E assim, recebo todo mês os pedidos de viúvas (os), irmãos, filhos e pais, inconformados e desolados. Tantas vidas ceifadas, famílias desfeitas, lares “mutilados” da noite para o dia por conta da irresponsabilidade, má gestão, má vontade, e má administração dos nossos Governantes. E ainda, Deputados, Senadores, Prefeitos, que toda eleição, estão nas nossas portas pedindo nossos votos, prometendo inúmeros projetos de melhorias, mas que nunca saem do papel e nada cumprem, bem como não intercedem a favor e junto aos órgãos responsáveis para o fazer acontecer.
Todas essas vítimas até esse fatídico dia eram pessoas que honravam com seus compromissos e pagavam todos os impostos exigidos, embutidos em todas as despesas que uma família possui para sua sobrevivência, contribuindo toda sua vida para a arrecadação, dentre elas, estadual, a qual deve realmente ser revertida para melhor qualidade de vida de todo cidadão.
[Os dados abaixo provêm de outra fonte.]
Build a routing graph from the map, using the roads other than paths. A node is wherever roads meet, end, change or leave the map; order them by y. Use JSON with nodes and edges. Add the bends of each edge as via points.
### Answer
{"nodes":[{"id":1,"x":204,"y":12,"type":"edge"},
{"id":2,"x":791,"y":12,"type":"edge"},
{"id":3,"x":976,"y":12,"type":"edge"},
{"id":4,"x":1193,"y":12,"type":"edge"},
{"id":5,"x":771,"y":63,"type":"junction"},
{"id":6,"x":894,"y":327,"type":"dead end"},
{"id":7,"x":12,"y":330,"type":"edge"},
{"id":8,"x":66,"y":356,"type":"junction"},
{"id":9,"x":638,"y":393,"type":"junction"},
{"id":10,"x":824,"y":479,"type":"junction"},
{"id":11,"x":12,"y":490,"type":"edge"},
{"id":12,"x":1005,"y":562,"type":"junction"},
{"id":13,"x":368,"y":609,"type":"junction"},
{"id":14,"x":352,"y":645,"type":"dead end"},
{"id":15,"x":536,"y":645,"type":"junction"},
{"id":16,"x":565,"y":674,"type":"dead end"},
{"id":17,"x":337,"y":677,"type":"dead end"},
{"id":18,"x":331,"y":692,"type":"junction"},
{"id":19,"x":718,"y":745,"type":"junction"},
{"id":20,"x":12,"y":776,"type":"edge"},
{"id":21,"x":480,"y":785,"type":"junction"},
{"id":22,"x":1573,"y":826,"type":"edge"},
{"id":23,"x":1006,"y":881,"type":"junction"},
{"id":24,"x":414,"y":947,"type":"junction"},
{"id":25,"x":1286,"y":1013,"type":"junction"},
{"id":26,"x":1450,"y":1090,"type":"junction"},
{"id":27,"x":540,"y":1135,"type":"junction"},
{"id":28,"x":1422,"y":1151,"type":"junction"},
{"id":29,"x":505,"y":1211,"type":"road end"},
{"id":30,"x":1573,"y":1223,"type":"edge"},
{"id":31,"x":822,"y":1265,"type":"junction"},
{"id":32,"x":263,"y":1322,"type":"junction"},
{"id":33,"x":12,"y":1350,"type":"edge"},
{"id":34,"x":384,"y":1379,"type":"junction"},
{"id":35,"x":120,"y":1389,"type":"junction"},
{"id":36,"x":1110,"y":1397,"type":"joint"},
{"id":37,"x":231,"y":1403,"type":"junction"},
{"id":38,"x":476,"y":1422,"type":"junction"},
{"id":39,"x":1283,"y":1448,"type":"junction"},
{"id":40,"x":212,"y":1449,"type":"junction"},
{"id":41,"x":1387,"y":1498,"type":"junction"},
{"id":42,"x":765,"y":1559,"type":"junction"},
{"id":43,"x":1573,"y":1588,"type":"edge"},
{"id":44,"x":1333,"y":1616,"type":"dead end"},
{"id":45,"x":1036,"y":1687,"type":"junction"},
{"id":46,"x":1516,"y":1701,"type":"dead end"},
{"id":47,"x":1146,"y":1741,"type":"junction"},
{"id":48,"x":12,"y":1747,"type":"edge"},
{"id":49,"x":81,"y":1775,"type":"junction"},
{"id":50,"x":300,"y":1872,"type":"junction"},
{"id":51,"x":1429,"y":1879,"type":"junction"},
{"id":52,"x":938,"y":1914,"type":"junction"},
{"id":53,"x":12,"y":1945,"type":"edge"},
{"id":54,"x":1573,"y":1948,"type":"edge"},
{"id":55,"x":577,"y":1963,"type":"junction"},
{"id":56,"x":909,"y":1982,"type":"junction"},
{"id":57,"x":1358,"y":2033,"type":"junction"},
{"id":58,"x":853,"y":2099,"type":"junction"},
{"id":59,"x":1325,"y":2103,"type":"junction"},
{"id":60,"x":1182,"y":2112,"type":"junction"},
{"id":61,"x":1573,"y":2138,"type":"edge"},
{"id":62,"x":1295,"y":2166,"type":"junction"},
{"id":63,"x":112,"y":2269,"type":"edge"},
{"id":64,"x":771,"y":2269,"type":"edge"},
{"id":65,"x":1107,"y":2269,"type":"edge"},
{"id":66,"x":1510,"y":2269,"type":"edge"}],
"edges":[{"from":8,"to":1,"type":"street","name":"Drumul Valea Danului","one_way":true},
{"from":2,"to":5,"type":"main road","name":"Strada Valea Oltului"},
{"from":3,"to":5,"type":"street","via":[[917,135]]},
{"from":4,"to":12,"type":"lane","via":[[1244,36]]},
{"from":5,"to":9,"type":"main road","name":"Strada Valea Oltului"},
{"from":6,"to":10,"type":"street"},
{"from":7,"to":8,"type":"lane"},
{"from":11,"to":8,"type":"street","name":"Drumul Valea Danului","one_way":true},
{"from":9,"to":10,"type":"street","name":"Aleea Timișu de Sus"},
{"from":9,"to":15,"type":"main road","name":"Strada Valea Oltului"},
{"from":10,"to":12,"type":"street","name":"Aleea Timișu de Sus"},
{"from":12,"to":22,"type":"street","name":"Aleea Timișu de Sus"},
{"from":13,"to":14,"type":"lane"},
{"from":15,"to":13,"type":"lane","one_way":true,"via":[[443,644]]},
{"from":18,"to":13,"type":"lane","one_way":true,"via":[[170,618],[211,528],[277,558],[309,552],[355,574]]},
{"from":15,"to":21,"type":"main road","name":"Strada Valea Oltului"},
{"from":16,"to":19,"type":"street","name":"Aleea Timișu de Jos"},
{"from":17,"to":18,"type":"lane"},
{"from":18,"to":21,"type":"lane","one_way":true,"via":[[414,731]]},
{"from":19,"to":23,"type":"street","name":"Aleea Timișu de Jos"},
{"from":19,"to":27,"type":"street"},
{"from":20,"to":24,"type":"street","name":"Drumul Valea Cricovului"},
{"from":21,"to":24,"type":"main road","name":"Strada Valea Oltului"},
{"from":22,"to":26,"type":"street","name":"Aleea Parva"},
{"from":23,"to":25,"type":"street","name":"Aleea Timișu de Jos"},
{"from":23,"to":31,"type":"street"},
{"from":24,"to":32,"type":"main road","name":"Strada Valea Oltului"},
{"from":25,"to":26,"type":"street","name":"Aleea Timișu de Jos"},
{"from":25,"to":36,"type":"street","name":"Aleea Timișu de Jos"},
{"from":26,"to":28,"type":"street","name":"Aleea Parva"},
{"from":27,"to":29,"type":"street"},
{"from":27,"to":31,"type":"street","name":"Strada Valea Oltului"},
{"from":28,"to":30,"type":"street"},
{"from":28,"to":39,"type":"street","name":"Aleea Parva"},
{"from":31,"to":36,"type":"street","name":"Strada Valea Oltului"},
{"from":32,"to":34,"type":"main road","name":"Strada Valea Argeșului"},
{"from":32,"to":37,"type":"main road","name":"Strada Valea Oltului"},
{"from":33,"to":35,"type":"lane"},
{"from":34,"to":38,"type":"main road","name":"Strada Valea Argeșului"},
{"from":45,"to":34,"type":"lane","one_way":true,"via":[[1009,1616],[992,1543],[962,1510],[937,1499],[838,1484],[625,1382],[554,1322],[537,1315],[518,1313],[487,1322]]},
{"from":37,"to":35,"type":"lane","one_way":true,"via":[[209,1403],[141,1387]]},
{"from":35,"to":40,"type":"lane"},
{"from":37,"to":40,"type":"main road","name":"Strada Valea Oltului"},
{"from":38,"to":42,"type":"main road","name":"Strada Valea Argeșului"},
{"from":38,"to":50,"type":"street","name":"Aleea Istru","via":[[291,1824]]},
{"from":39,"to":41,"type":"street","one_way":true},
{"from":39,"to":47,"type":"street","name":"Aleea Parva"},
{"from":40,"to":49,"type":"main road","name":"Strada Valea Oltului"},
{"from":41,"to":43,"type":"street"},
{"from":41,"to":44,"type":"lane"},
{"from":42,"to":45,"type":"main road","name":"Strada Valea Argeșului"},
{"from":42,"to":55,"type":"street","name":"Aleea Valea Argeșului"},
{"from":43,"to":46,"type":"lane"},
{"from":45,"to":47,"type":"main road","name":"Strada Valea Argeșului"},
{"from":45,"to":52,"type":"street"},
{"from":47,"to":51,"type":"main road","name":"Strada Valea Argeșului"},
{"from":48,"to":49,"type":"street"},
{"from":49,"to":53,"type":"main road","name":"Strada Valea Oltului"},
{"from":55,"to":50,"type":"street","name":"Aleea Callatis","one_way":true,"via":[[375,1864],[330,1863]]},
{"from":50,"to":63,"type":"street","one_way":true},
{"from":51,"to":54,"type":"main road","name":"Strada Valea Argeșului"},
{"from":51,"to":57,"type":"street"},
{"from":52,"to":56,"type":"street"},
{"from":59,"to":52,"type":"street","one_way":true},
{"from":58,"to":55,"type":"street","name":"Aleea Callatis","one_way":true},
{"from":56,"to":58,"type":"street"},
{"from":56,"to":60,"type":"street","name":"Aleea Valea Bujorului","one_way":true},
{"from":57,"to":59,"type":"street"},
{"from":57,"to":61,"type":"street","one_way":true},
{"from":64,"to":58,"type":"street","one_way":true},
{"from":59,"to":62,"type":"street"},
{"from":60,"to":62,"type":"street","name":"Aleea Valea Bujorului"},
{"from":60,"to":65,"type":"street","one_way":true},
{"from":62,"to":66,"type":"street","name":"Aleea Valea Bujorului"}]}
Para deixar ainda pior o cenário, há cobranças de pedágios em trechos de situação vergonhosa e calamitosa. Por fim, quero aqui dizer que sei que o Senhor está há poucos anos no Governo de Minas e que infelizmente herdou um Estado abandonado, esquecido e maltratado pelo seu antecessor. Também tenho visto nas redes sociais tudo o que o Senhor tem realizado de bom e digno em prol dos mineiros, principalmente no que tange à malha viária de Minas Gerais. Verdadeiros feitos tem sido feito e concretizado pelo Senhor, diferente dos Governantes que apenas prometiam.
Por esse motivo, como cidadã que honra com seus compromissos e que ama a cidade e o Estado em que vive, principalmente a vida do próximo, venho humildemente pedir que o Senhor olhe com todo carinho para o nosso Triângulo Mineiro, para as nossas estradas, para este povo tão aguerrido, que depositou grande confiança no seu Governo, e que no prazo menor possível, o Senhor possa realizar o feito nunca antes, para que cada dia menos, possamos deixar de chorar pela perda de nossos entes tão queridos.
Respeitosamente, Mercya Alouan Bernardes Silva"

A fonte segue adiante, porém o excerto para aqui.